Applying physicochemical approaches to control phosphogypsum heavy metal releases in aquatic environment.

One of the most important sources of solid waste in the Mediterranean Basin ecosystem originated from the phosphate fertilizer industries, which discharge phosphogypsum (PG) directly into aquatic environments or are stacked on stockpiles. The present study investigates metal release from PG under the influence of variable pH, increasing PG mass content, and complexing organic matter ligands. Major ions from PG leachates, grain size and charge, main functional groups along with metal leachability (Pb, Cd, Cr, Cu, and Zn) were determined using ion chromatography, laser diffraction, zetameter, Fourier transform infrared spectroscopy, and atomic absorption spectroscopy, respectively.
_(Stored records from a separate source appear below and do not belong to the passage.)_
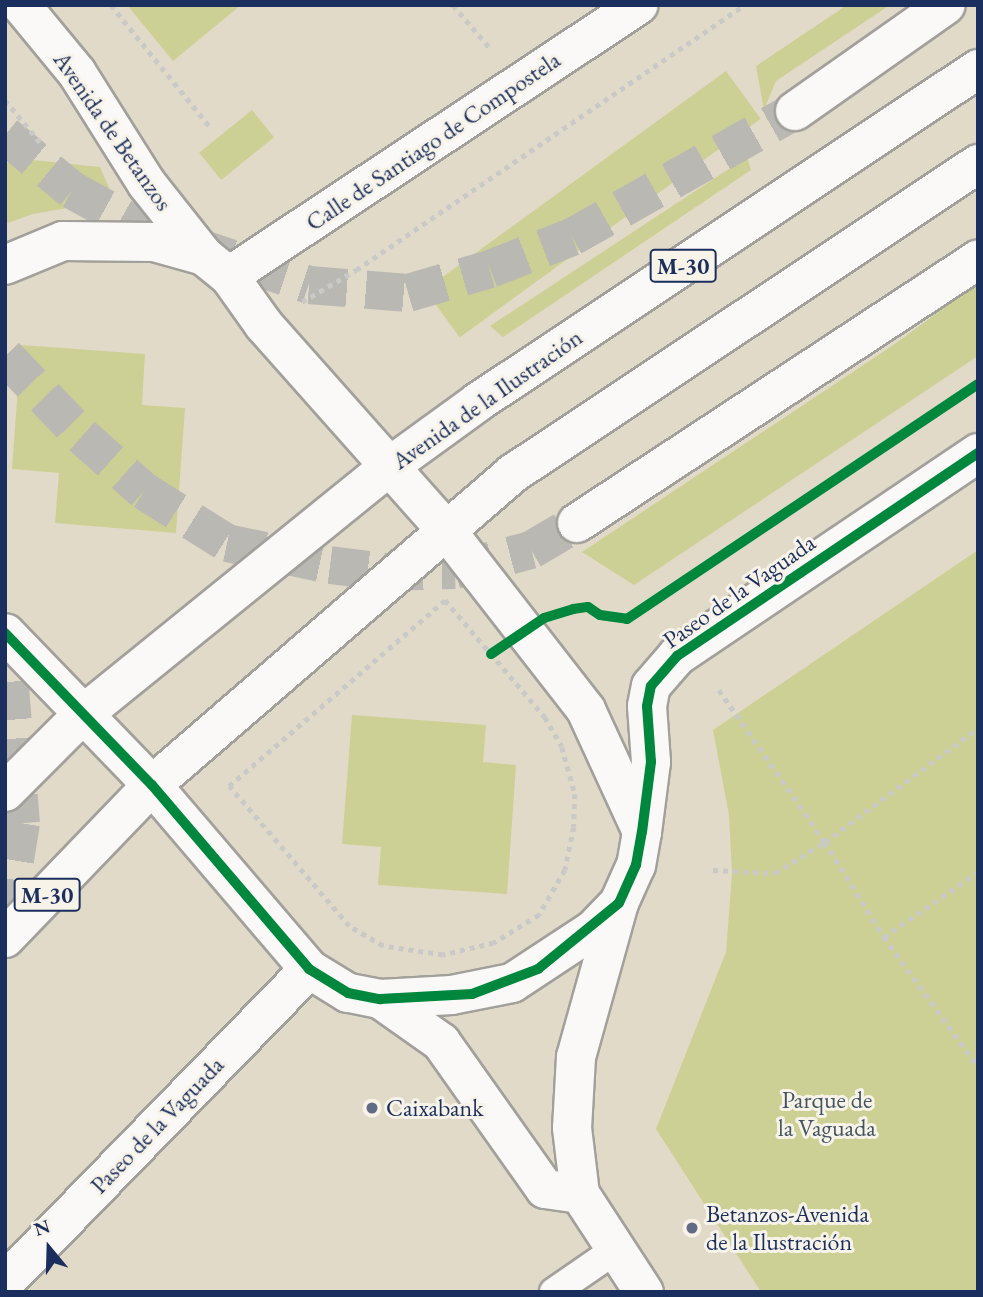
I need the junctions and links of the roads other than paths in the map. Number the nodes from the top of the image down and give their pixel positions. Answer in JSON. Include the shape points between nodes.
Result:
{"nodes":[{"id":1,"x":21,"y":5,"type":"edge"},
{"id":2,"x":638,"y":5,"type":"edge"},
{"id":3,"x":946,"y":5,"type":"edge"},
{"id":4,"x":978,"y":69,"type":"edge"},
{"id":5,"x":795,"y":111,"type":"tunnel mouth"},
{"id":6,"x":978,"y":164,"type":"edge"},
{"id":7,"x":978,"y":260,"type":"edge"},
{"id":8,"x":5,"y":265,"type":"edge"},
{"id":9,"x":216,"y":266,"type":"junction"},
{"id":10,"x":978,"y":453,"type":"edge"},
{"id":11,"x":390,"y":466,"type":"junction"},
{"id":12,"x":577,"y":523,"type":"tunnel mouth"},
{"id":13,"x":446,"y":530,"type":"junction"},
{"id":14,"x":5,"y":633,"type":"edge"},
{"id":15,"x":81,"y":716,"type":"junction"},
{"id":16,"x":17,"y":781,"type":"edge"},
{"id":17,"x":152,"y":785,"type":"junction"},
{"id":18,"x":642,"y":832,"type":"junction"},
{"id":19,"x":619,"y":903,"type":"junction"},
{"id":20,"x":5,"y":938,"type":"edge"},
{"id":21,"x":309,"y":969,"type":"junction"},
{"id":22,"x":380,"y":999,"type":"junction"},
{"id":23,"x":580,"y":1194,"type":"junction"},
{"id":24,"x":615,"y":1250,"type":"junction"},
{"id":25,"x":5,"y":1282,"type":"edge"},
{"id":26,"x":643,"y":1291,"type":"edge"},
{"id":27,"x":554,"y":1292,"type":"edge"}],
"edges":[{"from":1,"to":9,"type":"main road","name":"Avenida de Betanzos","via":[[77,73],[147,184]]},
{"from":2,"to":9,"type":"main road","name":"Calle de Santiago de Compostela","via":[[520,84]]},
{"from":3,"to":5,"type":"main road"},
{"from":4,"to":11,"type":"main road","name":"Avenida de la Ilustración","number":"M-30","via":[[478,402]]},
{"from":6,"to":13,"type":"main road","number":"M-30","via":[[513,474]]},
{"from":7,"to":12,"type":"main road"},
{"from":8,"to":9,"type":"main road","via":[[63,241],[154,242]]},
{"from":9,"to":11,"type":"main road","name":"Avenida de Betanzos"},
{"from":10,"to":18,"type":"main road","name":"Paseo de la Vaguada","via":[[677,656],[651,686],[647,706],[651,762]]},
{"from":11,"to":13,"type":"main road","name":"Avenida de Betanzos"},
{"from":11,"to":15,"type":"main road","name":"Avenida de la Ilustración","number":"M-30"},
{"from":13,"to":17,"type":"main road","number":"M-30"},
{"from":13,"to":18,"type":"main road","name":"Avenida de Betanzos","via":[[586,710]]},
{"from":14,"to":15,"type":"main road"},
{"from":15,"to":16,"type":"main road","name":"Avenida de la Ilustración","number":"M-30"},
{"from":15,"to":17,"type":"main road"},
{"from":17,"to":20,"type":"main road","number":"M-30"},
{"from":17,"to":21,"type":"main road"},
{"from":18,"to":19,"type":"main road","name":"Paseo de la Vaguada","via":[[636,865]]},
{"from":19,"to":22,"type":"main road","via":[[563,952],[512,983],[472,994]]},
{"from":19,"to":23,"type":"main road","via":[[576,1057],[572,1128]]},
{"from":21,"to":22,"type":"main road","via":[[348,993]]},
{"from":21,"to":25,"type":"main road","name":"Paseo de la Vaguada"},
{"from":22,"to":23,"type":"main road","via":[[441,1042],[545,1189]]},
{"from":23,"to":24,"type":"main road"},
{"from":24,"to":26,"type":"main road"},
{"from":24,"to":27,"type":"lane"}]}
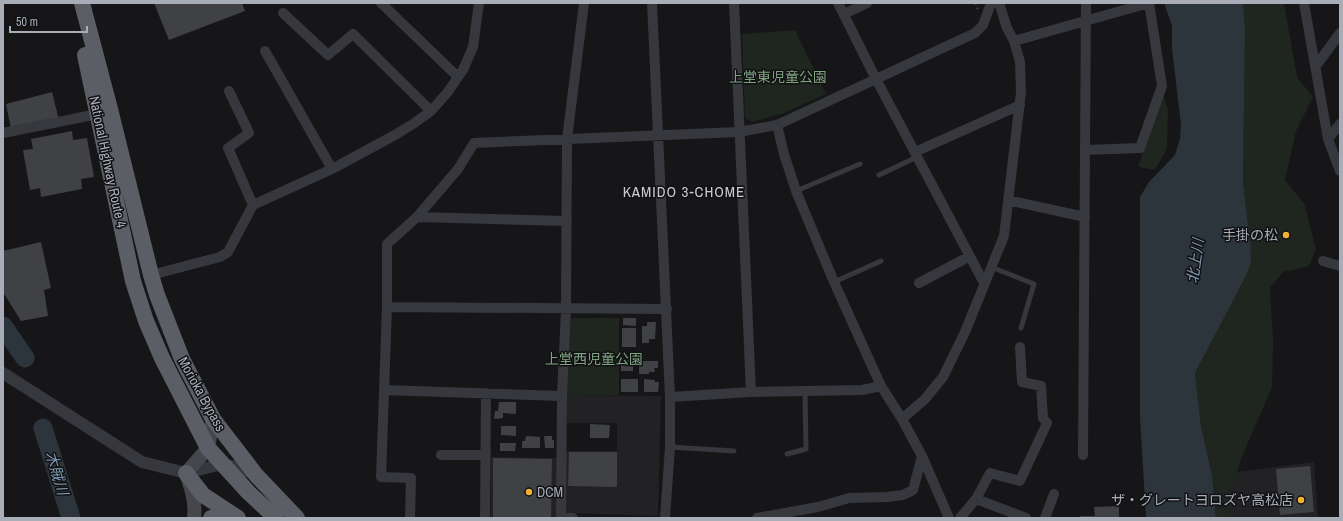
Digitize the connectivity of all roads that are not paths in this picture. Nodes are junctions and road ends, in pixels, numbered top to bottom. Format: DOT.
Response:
graph roads {
  1 [pos="73,3"];
  2 [pos="82,3"];
  3 [pos="381,3"];
  4 [pos="479,3"];
  5 [pos="584,3"];
  6 [pos="652,3"];
  7 [pos="734,3"];
  8 [pos="838,3"];
  9 [pos="867,3"];
  10 [pos="991,3"];
  11 [pos="999,3"];
  12 [pos="1086,3"];
  13 [pos="1149,3"];
  14 [pos="1304,3"];
  15 [pos="283,13"];
  16 [pos="844,14"];
  17 [pos="1086,22"];
  18 [pos="1340,33"];
  19 [pos="1014,41"];
  20 [pos="265,51"];
  21 [pos="1316,66"];
  22 [pos="458,77"];
  23 [pos="876,79"];
  24 [pos="229,91"];
  25 [pos="1020,105"];
  26 [pos="431,111"];
  27 [pos="98,114"];
  28 [pos="1340,124"];
  29 [pos="777,125"];
  30 [pos="739,132"];
  31 [pos="3,133"];
  32 [pos="658,136"];
  33 [pos="567,139"];
  34 [pos="1328,139"];
  35 [pos="1085,150"];
  36 [pos="916,155"];
  37 [pos="860,164"];
  38 [pos="332,169"];
  39 [pos="1340,171"];
  40 [pos="879,175"];
  41 [pos="796,191"];
  42 [pos="1008,200"];
  43 [pos="253,205"];
  44 [pos="417,217"];
  45 [pos="1085,217"];
  46 [pos="566,221"];
  47 [pos="970,256"];
  48 [pos="1323,260"];
  49 [pos="881,261"];
  50 [pos="1340,266"];
  51 [pos="991,267"];
  52 [pos="151,275"];
  53 [pos="834,282"];
  54 [pos="919,283"];
  55 [pos="984,283"];
  56 [pos="157,295"];
  57 [pos="387,307"];
  58 [pos="566,308"];
  59 [pos="667,309"];
  60 [pos="146,321"];
  61 [pos="1020,328"];
  62 [pos="1020,347"];
  63 [pos="3,373"];
  64 [pos="881,386"];
  65 [pos="384,390"];
  66 [pos="751,392"];
  67 [pos="805,392"];
  68 [pos="486,393"];
  69 [pos="562,396"];
  70 [pos="670,396"];
  71 [pos="213,419"];
  72 [pos="902,419"];
  73 [pos="670,447"];
  74 [pos="208,448"];
  75 [pos="734,451"];
  76 [pos="786,454"];
  77 [pos="442,455"];
  78 [pos="486,455"];
  79 [pos="1083,455"];
  80 [pos="922,456"];
  81 [pos="222,464"];
  82 [pos="186,473"];
  83 [pos="256,475"];
  84 [pos="1054,494"];
  85 [pos="976,499"];
  86 [pos="194,518"];
  87 [pos="211,518"];
  88 [pos="230,518"];
  89 [pos="238,518"];
  90 [pos="276,518"];
  91 [pos="297,518"];
  92 [pos="410,518"];
  93 [pos="485,518"];
  94 [pos="561,518"];
  95 [pos="573,518"];
  96 [pos="665,518"];
  97 [pos="757,518"];
  98 [pos="949,518"];
  99 [pos="960,518"];
  100 [pos="1026,518"];
  101 [pos="1045,518"];
  1 -- 27 [label="highway, National Highway Route 4"];
  2 -- 52 [label="highway, National Highway Route 4"];
  3 -- 22 [label="street"];
  4 -- 22 [label="street"];
  5 -- 33 [label="street"];
  6 -- 32 [label="street"];
  7 -- 30 [label="street"];
  8 -- 16 [label="street"];
  9 -- 16 [label="street"];
  10 -- 23 [label="street"];
  11 -- 19 [label="street"];
  12 -- 17 [label="street"];
  13 -- 17 [label="street"];
  13 -- 35 [label="street"];
  14 -- 21 [label="street"];
  15 -- 26 [label="street"];
  16 -- 23 [label="street"];
  17 -- 19 [label="street"];
  17 -- 35 [label="street"];
  18 -- 21 [label="street"];
  19 -- 25 [label="street"];
  20 -- 38 [label="street"];
  21 -- 34 [label="street"];
  22 -- 26 [label="street"];
  23 -- 29 [label="street"];
  23 -- 36 [label="street"];
  24 -- 43 [label="street"];
  25 -- 36 [label="street"];
  25 -- 42 [label="street"];
  26 -- 38 [label="street"];
  27 -- 31 [label="street"];
  27 -- 60 [label="highway, National Highway Route 4"];
  28 -- 34 [label="street"];
  29 -- 30 [label="street"];
  29 -- 41 [label="street"];
  30 -- 32 [label="street"];
  30 -- 66 [label="street"];
  32 -- 33 [label="street"];
  32 -- 59 [label="street"];
  33 -- 44 [label="street"];
  33 -- 46 [label="street"];
  34 -- 39 [label="street"];
  35 -- 45 [label="street"];
  36 -- 40 [label="lane"];
  36 -- 47 [label="street"];
  37 -- 41 [label="lane"];
  38 -- 43 [label="street"];
  41 -- 53 [label="street"];
  42 -- 45 [label="street"];
  42 -- 51 [label="street"];
  43 -- 52 [label="street"];
  44 -- 46 [label="street"];
  44 -- 57 [label="street"];
  45 -- 79 [label="street"];
  46 -- 58 [label="street"];
  47 -- 54 [label="street"];
  47 -- 55 [label="street"];
  48 -- 50 [label="street"];
  49 -- 53 [label="lane"];
  51 -- 55 [label="street"];
  51 -- 61 [label="lane"];
  52 -- 56 [label="highway, National Highway Route 4"];
  53 -- 64 [label="street"];
  55 -- 72 [label="street"];
  56 -- 71 [label="highway, Morioka Bypass"];
  57 -- 58 [label="street"];
  57 -- 65 [label="street"];
  58 -- 59 [label="street"];
  58 -- 69 [label="street"];
  59 -- 70 [label="street"];
  60 -- 74 [label="highway, Morioka Bypass"];
  62 -- 85 [label="street"];
  63 -- 82 [label="street"];
  64 -- 67 [label="street"];
  64 -- 72 [label="street"];
  65 -- 68 [label="street"];
  65 -- 92 [label="street"];
  66 -- 67 [label="street"];
  66 -- 70 [label="street"];
  67 -- 76 [label="lane"];
  68 -- 69 [label="street"];
  68 -- 78 [label="street"];
  69 -- 94 [label="street"];
  70 -- 73 [label="street"];
  71 -- 74 [label="main road"];
  71 -- 83 [label="highway, Morioka Bypass"];
  72 -- 80 [label="street"];
  73 -- 75 [label="lane"];
  73 -- 96 [label="street"];
  74 -- 81 [label="highway, Morioka Bypass"];
  74 -- 82 [label="main road"];
  77 -- 78 [label="street"];
  78 -- 93 [label="street"];
  80 -- 97 [label="street"];
  80 -- 98 [label="street"];
  81 -- 82 [label="street"];
  81 -- 83 [label="street"];
  81 -- 90 [label="highway, Morioka Bypass"];
  82 -- 86 [label="main road"];
  82 -- 89 [label="highway"];
  83 -- 91 [label="highway, Morioka Bypass"];
  84 -- 101 [label="street"];
  85 -- 99 [label="street"];
  85 -- 100 [label="street"];
  87 -- 88 [label="highway"];
  94 -- 95 [label="street"];
}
The complete dissolution of PG recorded is at 2 g/L. Saturation and supersaturation with respect to PG may occur at concentrations of 3 and 4 g/L, respectively, revealing a clustering phenomenon leading to heavy metal encapsulation within the aggregates. Organic ligands such as citrate may trigger the cationic exchange within the PG suspension leading to ion release. As these factors are considered as specific process involving the release of contaminants from PG during storage under natural conditions, this study could set the foundations for PG remediation in aquatic environment. Organic ligands under controlled pH conditions could be utilized in treating fertilizer industrial wastes by taking into consideration the particularity of the receiving area, thus decreasing metal hazardous impact on natural media.